Dieser Thread ist gedacht zur Besprechung von Aufnahmen, die von jungen Künstlern stammen, die als Talente von den Plattenfirmen entdeckt und als neue Sterne am Interpretenhimmel gefeiert werden. Sind das wirklich Fixsterne, die da am Firmament des musikalischen Olymps erscheinen oder nicht doch schnell verglühende Sternschnuppen?
Ich hatte vor einiger Zeit an anderer Stelle über die Geigerin Lisa Batiashvili berichtet, die mich wirklich sehr beeindruckt hat - für mich eines der vielversprechendsten Talente seit Jahren! Sie hat dieses Jahr den Echo-Klassik für Nachwuchskünstler erhalten (in diesem Punkt stimme ich der Jury vorbehaltlos zu, vgl. dazu ansonsten meine kritischen Bemerkungen im Thread zur Echo Klassik Gala) zusammen mit dem Pianisten Nikolai Tokarev.

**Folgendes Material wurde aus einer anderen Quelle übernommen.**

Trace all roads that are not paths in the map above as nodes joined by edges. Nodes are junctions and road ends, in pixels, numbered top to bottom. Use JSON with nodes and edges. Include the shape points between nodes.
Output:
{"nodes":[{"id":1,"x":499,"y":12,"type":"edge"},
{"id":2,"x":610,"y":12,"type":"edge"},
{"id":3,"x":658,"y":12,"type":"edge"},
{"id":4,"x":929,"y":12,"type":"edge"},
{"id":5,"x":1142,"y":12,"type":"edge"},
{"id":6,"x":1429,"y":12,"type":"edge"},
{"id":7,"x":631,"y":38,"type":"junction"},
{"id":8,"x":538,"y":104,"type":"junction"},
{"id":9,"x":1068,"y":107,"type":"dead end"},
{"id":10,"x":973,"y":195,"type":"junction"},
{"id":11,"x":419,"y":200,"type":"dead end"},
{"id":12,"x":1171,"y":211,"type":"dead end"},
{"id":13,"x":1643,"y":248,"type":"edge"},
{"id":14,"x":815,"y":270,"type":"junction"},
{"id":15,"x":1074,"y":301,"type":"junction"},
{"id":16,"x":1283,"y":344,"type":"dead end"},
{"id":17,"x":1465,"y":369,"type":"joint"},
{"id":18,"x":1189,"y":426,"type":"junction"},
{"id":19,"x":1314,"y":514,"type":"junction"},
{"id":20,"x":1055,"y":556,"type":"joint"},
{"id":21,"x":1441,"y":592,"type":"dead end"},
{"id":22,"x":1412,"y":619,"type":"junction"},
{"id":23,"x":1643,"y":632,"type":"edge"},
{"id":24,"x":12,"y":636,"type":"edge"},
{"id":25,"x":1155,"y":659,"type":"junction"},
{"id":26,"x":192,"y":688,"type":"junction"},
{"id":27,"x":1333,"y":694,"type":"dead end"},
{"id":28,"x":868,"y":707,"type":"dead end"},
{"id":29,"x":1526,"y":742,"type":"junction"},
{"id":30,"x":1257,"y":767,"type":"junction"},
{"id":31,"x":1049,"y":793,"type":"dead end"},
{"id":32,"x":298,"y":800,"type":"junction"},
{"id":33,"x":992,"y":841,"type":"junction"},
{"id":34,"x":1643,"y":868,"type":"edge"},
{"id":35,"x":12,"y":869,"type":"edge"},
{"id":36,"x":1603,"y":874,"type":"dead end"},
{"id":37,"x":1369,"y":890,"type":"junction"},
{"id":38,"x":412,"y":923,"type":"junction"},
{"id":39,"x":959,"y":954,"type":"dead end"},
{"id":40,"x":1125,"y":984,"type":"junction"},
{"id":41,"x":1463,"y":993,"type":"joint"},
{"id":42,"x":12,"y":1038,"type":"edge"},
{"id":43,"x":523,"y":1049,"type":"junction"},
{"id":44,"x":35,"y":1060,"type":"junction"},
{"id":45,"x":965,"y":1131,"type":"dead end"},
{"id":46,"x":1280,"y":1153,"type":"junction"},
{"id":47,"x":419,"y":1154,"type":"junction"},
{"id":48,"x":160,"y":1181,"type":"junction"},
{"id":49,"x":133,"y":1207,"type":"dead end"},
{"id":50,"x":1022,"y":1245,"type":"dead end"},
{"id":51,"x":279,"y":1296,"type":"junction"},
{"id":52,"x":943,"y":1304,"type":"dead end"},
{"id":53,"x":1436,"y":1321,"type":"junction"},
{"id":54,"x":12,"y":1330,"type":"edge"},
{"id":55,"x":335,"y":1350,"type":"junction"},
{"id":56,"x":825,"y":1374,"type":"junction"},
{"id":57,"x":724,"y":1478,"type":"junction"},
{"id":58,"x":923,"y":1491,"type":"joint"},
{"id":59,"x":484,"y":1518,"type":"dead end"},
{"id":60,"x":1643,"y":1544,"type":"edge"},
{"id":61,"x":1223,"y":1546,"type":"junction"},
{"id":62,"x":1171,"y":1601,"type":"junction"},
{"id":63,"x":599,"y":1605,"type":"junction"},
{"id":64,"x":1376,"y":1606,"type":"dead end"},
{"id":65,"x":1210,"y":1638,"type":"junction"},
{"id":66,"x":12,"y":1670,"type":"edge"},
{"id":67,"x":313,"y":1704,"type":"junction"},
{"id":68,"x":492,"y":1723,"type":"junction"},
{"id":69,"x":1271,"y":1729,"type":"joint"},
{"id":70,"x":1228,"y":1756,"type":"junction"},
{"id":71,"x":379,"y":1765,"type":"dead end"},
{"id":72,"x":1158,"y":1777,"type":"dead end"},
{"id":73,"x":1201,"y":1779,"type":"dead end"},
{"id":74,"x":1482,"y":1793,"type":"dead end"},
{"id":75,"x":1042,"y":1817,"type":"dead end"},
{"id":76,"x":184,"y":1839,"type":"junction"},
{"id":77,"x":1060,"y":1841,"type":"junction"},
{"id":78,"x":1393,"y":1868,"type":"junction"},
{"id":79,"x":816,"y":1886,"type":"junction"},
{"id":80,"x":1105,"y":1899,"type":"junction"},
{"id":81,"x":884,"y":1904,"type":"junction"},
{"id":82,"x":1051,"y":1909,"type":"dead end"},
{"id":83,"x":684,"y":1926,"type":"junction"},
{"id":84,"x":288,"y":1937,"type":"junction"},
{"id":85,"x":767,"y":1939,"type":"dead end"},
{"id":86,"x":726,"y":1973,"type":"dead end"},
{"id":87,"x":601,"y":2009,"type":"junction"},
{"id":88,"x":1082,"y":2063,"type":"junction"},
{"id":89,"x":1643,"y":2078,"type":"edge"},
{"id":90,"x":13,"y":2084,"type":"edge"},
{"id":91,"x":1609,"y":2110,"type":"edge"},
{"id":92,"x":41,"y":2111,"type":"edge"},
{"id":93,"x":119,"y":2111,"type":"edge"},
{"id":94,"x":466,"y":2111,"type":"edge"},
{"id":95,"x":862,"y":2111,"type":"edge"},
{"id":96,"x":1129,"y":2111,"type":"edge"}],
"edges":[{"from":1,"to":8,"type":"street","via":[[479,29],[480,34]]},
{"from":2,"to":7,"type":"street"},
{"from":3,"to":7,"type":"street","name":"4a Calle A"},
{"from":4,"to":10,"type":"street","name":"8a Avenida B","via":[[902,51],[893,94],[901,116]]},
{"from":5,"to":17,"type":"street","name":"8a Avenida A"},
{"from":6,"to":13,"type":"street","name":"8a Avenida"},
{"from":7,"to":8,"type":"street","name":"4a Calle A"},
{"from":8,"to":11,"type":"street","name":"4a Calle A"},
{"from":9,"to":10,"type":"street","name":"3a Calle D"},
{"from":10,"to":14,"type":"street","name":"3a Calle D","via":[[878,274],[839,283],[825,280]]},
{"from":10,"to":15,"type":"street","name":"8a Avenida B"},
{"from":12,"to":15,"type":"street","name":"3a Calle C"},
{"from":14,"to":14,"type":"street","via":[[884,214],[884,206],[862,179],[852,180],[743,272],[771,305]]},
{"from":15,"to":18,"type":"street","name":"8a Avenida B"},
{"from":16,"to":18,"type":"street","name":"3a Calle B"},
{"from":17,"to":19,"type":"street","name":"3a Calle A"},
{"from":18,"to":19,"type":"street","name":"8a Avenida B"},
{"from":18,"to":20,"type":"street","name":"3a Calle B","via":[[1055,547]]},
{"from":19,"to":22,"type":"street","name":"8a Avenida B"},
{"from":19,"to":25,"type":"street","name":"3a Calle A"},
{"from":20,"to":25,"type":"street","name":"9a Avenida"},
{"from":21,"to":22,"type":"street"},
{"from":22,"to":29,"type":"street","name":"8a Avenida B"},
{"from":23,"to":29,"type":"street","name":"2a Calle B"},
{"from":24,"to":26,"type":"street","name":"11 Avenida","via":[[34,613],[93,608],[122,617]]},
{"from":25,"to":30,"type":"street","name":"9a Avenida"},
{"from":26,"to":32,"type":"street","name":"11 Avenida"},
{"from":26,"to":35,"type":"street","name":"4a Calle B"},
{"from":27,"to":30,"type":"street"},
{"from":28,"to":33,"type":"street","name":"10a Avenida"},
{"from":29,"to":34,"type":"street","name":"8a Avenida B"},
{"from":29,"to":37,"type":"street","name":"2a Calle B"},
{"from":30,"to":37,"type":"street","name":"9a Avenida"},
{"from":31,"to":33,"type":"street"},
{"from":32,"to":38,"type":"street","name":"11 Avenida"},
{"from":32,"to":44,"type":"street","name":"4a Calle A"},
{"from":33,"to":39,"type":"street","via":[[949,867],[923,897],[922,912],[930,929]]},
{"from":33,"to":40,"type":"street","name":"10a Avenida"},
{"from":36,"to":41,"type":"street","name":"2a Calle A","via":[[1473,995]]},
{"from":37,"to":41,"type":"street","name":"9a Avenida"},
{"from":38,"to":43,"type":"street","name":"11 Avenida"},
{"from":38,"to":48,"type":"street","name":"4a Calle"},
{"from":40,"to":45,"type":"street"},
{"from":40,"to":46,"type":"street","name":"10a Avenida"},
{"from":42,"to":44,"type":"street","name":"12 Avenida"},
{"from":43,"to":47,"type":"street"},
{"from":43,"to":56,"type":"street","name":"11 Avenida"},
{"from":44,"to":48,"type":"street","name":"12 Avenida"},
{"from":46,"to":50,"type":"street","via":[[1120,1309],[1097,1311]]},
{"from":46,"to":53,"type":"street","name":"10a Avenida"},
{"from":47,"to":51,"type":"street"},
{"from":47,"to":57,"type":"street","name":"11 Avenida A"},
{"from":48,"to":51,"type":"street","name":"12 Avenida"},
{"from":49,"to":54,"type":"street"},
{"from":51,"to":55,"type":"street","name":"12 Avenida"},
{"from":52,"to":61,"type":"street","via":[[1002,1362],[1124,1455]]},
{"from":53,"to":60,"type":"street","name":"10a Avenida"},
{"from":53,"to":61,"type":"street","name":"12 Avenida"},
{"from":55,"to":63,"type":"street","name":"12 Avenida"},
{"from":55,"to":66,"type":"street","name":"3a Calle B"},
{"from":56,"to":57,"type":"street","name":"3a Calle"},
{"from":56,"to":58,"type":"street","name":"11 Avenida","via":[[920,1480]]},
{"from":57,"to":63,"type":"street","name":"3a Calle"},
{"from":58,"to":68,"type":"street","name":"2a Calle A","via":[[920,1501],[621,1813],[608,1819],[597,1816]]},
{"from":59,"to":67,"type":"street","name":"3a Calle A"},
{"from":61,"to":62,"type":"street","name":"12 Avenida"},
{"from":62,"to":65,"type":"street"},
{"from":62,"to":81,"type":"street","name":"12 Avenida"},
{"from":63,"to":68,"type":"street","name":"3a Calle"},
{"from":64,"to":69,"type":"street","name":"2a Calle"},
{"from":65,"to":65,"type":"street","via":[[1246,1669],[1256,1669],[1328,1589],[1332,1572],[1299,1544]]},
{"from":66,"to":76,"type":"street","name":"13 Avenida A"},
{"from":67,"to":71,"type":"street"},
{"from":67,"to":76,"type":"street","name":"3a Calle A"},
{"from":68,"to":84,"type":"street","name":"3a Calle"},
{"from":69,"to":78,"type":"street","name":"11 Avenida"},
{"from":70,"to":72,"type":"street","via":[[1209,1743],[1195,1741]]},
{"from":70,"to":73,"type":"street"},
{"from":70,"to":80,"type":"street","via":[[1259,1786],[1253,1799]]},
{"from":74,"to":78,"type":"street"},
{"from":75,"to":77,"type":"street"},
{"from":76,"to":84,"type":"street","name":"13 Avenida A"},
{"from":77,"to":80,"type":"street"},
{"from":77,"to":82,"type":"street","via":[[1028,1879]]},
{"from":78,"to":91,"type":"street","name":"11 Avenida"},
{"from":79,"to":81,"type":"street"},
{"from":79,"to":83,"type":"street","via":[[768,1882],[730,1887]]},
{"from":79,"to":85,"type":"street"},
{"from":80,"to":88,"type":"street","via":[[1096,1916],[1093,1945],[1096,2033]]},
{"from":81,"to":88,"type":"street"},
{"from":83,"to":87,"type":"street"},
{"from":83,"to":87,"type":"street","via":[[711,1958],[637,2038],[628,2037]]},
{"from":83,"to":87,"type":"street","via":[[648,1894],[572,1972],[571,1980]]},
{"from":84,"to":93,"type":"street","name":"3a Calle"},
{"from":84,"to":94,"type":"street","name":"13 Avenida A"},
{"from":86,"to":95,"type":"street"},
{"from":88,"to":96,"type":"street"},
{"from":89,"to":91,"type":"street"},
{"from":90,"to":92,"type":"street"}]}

Aus aktuellem Anlaß beginne ich die Besprechung mit Tokarevs gerade erschienener Platte >French Music<. Sie hält eine Gavotte von Rameau, von den Debussy die 1. Arabeske sowie >Clair de lune< aus der Suite bergamasque, von Ravel die Pavane und Gaspard de la nuit sowie von Cesar Franck Präludium, Fuge und Variationen op. 18.
Tokarev hat es offenbar geschafft, zumindestens ins Fernsehen! In den Heute-Nachrichten wurde er als aufgehender Stern gefeiert. Noch weiter ging da das Kulturmagazin Aspekte (oder war es >ttt< - ich weiß es nicht mehr genau!). Er verkörpere die ideale Synthese zwischen russischer und westlicher Schule, Expressivität und Rationalität. Das Turnschuhimage, das ihm die Plattenfirma andichten wolle, treffe nicht, er sei ein überaus seriöser Arbeiter (also kein zweiter Pogorelich!) - dem würde ich zustimmen! Dann verstiegen sie sich zu der Prognose: Er werde die musikalische Welt nachhaltiger prägen als ein Lang Lang! Ich muß sagen, dass bei den Ausschnitten, die ich gehört habe, bei mir der Funke nicht übersprang – ganz anders als im Film über Lisa Batiashvili. Also habe ich mir diese neue Platte besorgt, um zu einer fundierten Meinung zu kommen .
Um es vorweg zu nehmen: Gemessen an dem Medienzirkus, der um ihn gemacht wird und den hohen Erwartungen, die da geweckt werden, halte ich den Trubel, der über ihn gemacht wird, für maßlos überzogen! :P
Den Rameau spielt er klar und schnörkellos, das kann man sich gut anhören. Doch schon bei Debussy werden jedoch seine Grenzen deutlich sichtbar. Ein Kritiker schrieb einmal etwas boshaft über Jewgeni Kissin, das sei ein Pianist mit einem >Allerweltston<. Das finde ich Kissin gegenüber ungerecht - auch wenn er den Flügel natürlich nicht so zum Singen bringen kann wie ein Emil Gilels, ein ABM oder Vladimir Horowitz. Sinnlich-spätromantische Stücke wie z.B. die Paraphrase über Glinkas >Die Lerche< von Balakirev spielt Kissin einfach wunderbar farbig und emotional-spannend! Bei Tokarev geht mir nun genau diese Charakterisierung immer wieder durch den Kopf: der Starpianist mit >Allerweltston<. Frühen Debussy zu spielen, der noch erkennbar spätromantische Züge zeigt, verlangt einfach einen sinnlichen Klavierton. Und den hat Tokarev einfach nicht! Das wirkt alles ungemein spröde und anschlagsmäßig undifferenziert, gleichsam blutleer, >drahtig< gespielt. Von einem russischen Pianisten erwartet man eigentlich, dass er dieses gewisse Feuer mitbringt, eine gewisse Emphase. Nichts davon!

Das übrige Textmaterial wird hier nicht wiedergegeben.